Trait constant des dernières décennies, les masses d’argent injectées dans l’économie par les banques et les banques centrales ont de moins en moins d’effet en termes d’emplois, de formation, de services publics, et donc en termes de création de richesses : en 2002, dans les 40 principales économies mondiales suivies par la Banque des Règlements internationaux, pour 100 dollars d’encours de crédit, on avait 52 dollars de PIB. En 2021, on n’en a plus que 37 ; et la dégradation est encore plus marquée en France. Une tout autre sélectivité des crédits bancaires et de la politique monétaire – réserver les financements aux projets porteurs d’emploi et de développement des capacités humaines, décourager les opérations financières – va s’avérer indispensable si l’on veut maîtriser l’inflation sans casser l’économie mondiale. Mais le capital va s’opposer de toutes ses forces à une telle réorientation. L’enjeu est donc de lui prendre le pouvoir, en commençant par lui prendre du pouvoir, afin, précisément, de mobiliser les moyens financiers, mais aussi matériels et juridiques, de transformer profondément la société pour pouvoir répondre aux exigences populaires immédiates.

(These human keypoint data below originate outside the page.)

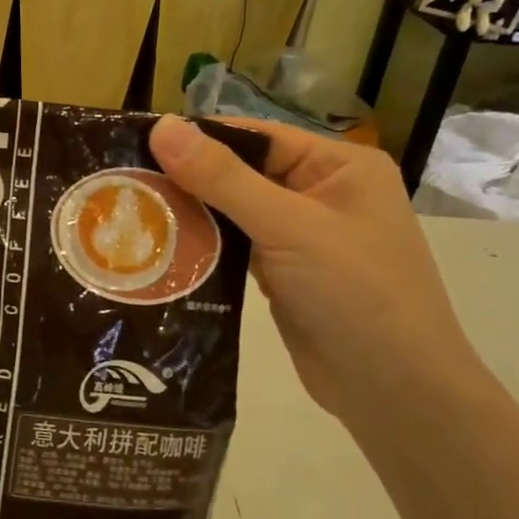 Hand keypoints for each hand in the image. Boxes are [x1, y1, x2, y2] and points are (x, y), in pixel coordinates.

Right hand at [149, 117, 484, 426]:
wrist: (395, 391)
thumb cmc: (355, 293)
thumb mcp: (288, 226)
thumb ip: (223, 177)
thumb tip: (163, 126)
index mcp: (338, 166)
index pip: (254, 136)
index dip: (197, 138)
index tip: (135, 143)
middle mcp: (320, 192)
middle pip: (239, 172)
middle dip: (186, 179)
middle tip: (123, 182)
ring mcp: (301, 235)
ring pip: (232, 211)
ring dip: (189, 214)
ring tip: (129, 212)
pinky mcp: (282, 272)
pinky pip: (233, 246)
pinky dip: (202, 246)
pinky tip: (160, 247) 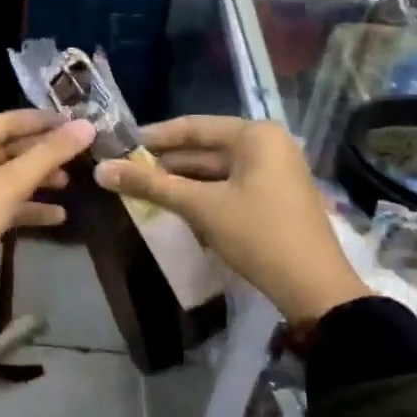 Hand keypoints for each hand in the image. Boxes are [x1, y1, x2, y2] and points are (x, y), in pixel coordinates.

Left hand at [0, 110, 96, 283]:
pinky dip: (27, 206)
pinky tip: (58, 215)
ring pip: (7, 177)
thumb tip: (86, 126)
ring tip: (70, 183)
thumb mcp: (8, 184)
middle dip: (42, 153)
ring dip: (37, 180)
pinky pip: (3, 202)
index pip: (5, 121)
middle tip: (79, 154)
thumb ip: (47, 155)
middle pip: (7, 148)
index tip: (76, 121)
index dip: (41, 121)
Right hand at [95, 116, 367, 323]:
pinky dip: (202, 193)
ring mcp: (274, 171)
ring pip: (215, 169)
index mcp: (255, 135)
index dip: (153, 136)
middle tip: (125, 170)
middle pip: (204, 147)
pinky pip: (229, 185)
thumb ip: (150, 185)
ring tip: (141, 188)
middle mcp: (268, 145)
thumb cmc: (258, 235)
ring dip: (181, 180)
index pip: (193, 126)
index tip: (119, 144)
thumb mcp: (200, 207)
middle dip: (165, 161)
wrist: (316, 290)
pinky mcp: (275, 197)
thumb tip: (101, 170)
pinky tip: (173, 204)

L’heure est à la résistance. Nous ne pouvons pas nous contenter de « désobéir ». Nous devons obliger les entreprises, les banques, la BCE, le FMI à « obéir » aux exigences populaires : priorité à l’emploi, à la formation, aux services publics, et non à la rentabilité pour les actionnaires et les marchés financiers. L’originalité du programme de Fabien Roussel est d’être porteur de cette cohérence, celle du 38ème congrès du PCF.

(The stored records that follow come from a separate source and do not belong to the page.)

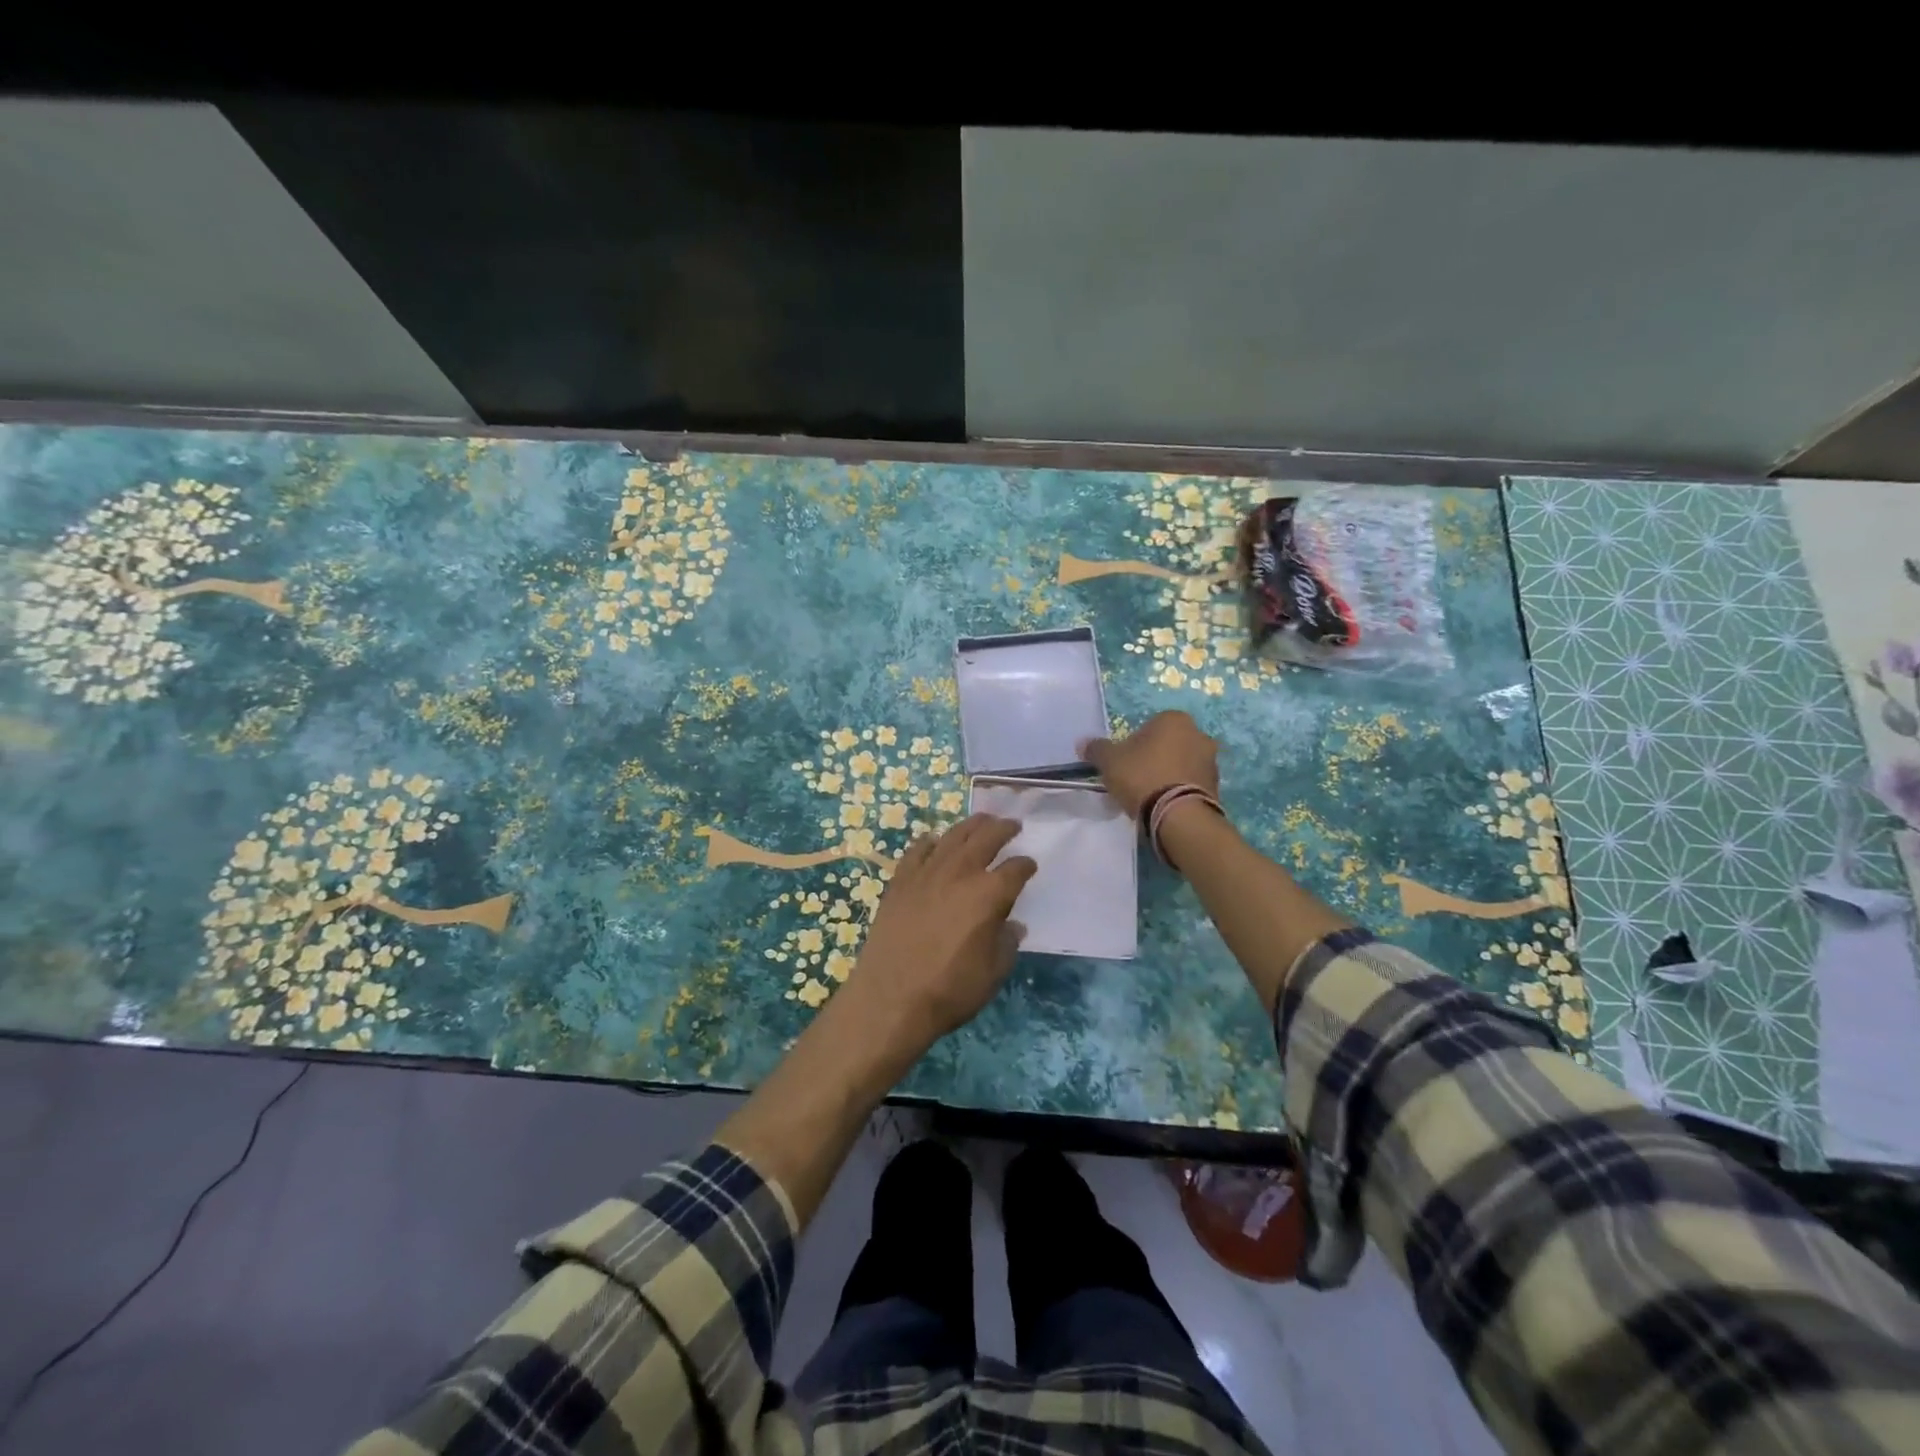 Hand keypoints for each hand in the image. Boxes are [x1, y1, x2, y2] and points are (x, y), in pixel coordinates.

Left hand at [845, 815, 1036, 1045]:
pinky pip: (917, 851)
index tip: (1030, 866)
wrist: (891, 997)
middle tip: (1012, 824)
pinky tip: (934, 840)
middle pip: (986, 838)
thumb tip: (1012, 925)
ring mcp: (927, 873)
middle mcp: (960, 873)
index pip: (1015, 869)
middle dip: (1003, 828)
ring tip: (981, 821)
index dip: (1026, 866)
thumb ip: (1007, 943)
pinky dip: (930, 842)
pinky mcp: (901, 881)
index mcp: (989, 894)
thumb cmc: (950, 989)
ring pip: (953, 836)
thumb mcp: (993, 973)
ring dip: (971, 825)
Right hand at [1079, 711, 1219, 819]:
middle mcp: (1199, 734)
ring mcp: (1212, 761)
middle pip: (1168, 744)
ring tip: (1150, 796)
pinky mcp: (1217, 787)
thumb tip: (1083, 743)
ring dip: (1169, 774)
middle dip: (1154, 758)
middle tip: (1135, 779)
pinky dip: (1180, 790)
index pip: (1149, 725)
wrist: (1179, 815)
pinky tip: (1165, 805)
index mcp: (1174, 719)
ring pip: (1182, 764)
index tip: (1124, 763)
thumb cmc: (1142, 777)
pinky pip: (1191, 784)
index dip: (1133, 744)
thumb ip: (1096, 749)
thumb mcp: (1110, 761)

Il s’agit bel et bien d’un changement révolutionnaire. Faut-il avoir peur du mot, ou bien plutôt des périls bien réels qui montent, avec le fascisme en embuscade ? Faut-il, à l’inverse, considérer que, dans l’état désespéré des rapports de forces, un tel changement n’est pas d’actualité, et qu’il vaudrait mieux, en attendant des jours meilleurs, se contenter d’objectifs plus modestes ? Mais précisément, le propre de la période est qu’on ne peut pas apporter de réponse aux attentes immédiates des peuples sans remettre en cause les ressorts les plus profonds de l’accumulation capitaliste. La faiblesse tragique de la gauche au XXIe siècle vient de ce que les faits n’ont cessé de démentir la croyance qui inspire traditionnellement ses courants dominants : non, il n’est plus possible de déléguer à l’État le soin de corriger les dégâts du capitalisme, tout en laissant au capital la gestion de l’économie et de son financement. La bonne nouvelle, c’est qu’on peut s’y attaquer partout où des colères s’expriment, partout où elles se traduisent en luttes sociales.

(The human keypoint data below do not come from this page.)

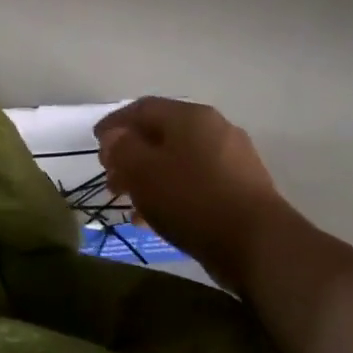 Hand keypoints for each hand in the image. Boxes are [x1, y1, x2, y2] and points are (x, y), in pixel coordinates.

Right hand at [96, 97, 281, 291]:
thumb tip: (116, 137)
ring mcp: (232, 160)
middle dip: (131, 156)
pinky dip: (171, 193)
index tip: (95, 144)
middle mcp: (214, 130)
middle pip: (161, 135)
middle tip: (111, 179)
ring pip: (178, 161)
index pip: (143, 108)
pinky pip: (195, 183)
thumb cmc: (191, 198)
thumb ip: (122, 148)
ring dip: (148, 178)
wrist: (256, 243)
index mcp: (190, 117)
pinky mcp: (241, 189)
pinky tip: (156, 218)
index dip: (114, 124)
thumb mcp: (143, 171)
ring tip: (129, 203) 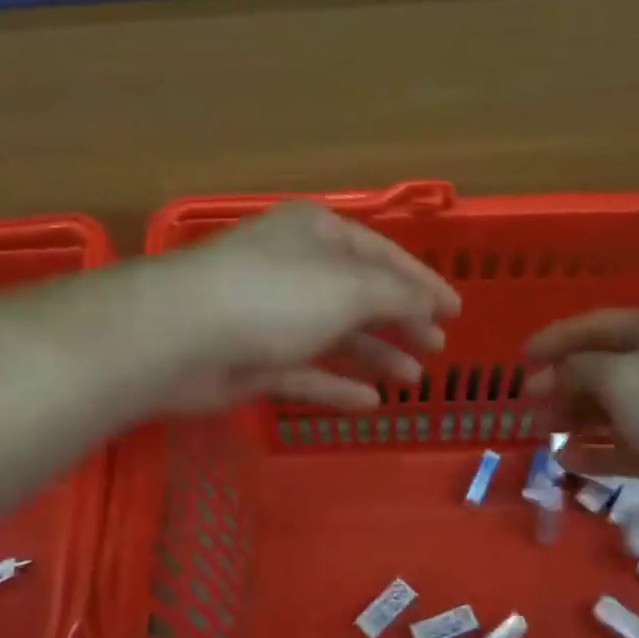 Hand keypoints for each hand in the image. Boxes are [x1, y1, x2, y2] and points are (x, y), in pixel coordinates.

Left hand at [155, 202, 459, 413]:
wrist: (182, 337)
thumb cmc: (275, 296)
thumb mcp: (350, 287)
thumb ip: (397, 295)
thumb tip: (429, 302)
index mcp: (318, 235)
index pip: (384, 255)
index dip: (423, 283)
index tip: (456, 312)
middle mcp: (296, 270)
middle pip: (360, 297)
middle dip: (401, 321)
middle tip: (436, 348)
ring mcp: (273, 317)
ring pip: (335, 337)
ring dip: (375, 355)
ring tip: (413, 379)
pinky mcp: (254, 361)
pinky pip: (306, 373)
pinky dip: (336, 386)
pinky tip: (369, 402)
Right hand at [523, 309, 638, 540]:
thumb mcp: (620, 377)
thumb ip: (578, 368)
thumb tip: (552, 374)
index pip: (595, 326)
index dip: (555, 338)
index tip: (521, 357)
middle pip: (599, 369)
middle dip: (562, 383)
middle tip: (530, 403)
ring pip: (608, 409)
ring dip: (574, 418)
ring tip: (544, 431)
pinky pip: (621, 446)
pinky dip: (594, 452)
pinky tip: (566, 460) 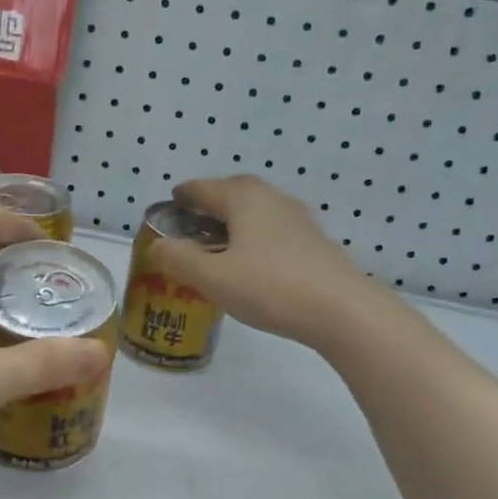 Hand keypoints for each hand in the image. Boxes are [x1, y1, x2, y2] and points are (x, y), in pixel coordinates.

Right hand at [149, 176, 383, 348]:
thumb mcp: (212, 278)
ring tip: (218, 244)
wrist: (341, 310)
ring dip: (234, 221)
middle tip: (191, 224)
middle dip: (210, 203)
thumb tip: (156, 244)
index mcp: (243, 199)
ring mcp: (298, 220)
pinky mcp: (313, 243)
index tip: (169, 204)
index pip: (203, 188)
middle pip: (234, 192)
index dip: (182, 196)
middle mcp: (272, 199)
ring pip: (257, 211)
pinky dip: (254, 237)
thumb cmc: (269, 287)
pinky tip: (251, 262)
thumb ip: (179, 259)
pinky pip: (273, 230) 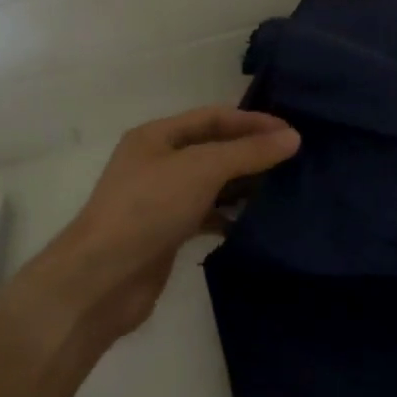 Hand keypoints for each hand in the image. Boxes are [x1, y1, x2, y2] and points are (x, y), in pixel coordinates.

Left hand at [24, 106, 299, 344]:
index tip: (291, 132)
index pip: (213, 117)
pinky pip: (206, 215)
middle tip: (293, 160)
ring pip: (211, 184)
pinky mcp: (167, 233)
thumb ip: (248, 152)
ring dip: (243, 185)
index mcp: (156, 136)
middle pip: (212, 149)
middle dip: (250, 152)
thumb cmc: (149, 208)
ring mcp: (160, 200)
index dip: (252, 121)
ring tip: (282, 188)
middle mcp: (157, 163)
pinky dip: (229, 216)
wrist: (103, 278)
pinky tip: (253, 222)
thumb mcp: (202, 169)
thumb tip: (293, 137)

Les colères ne vont pas manquer dans les prochains mois. Prenons donc sans tarder les initiatives nécessaires pour que l’enjeu d’une transformation révolutionnaire de la société fasse de nouveau partie de leur horizon.


[1] Catherine MacGregor, Jean-Bernard Lévy, Patrick Pouyanné, « Le prix de l’énergie menace notre cohésion », Le Journal du Dimanche, 25 juin 2022.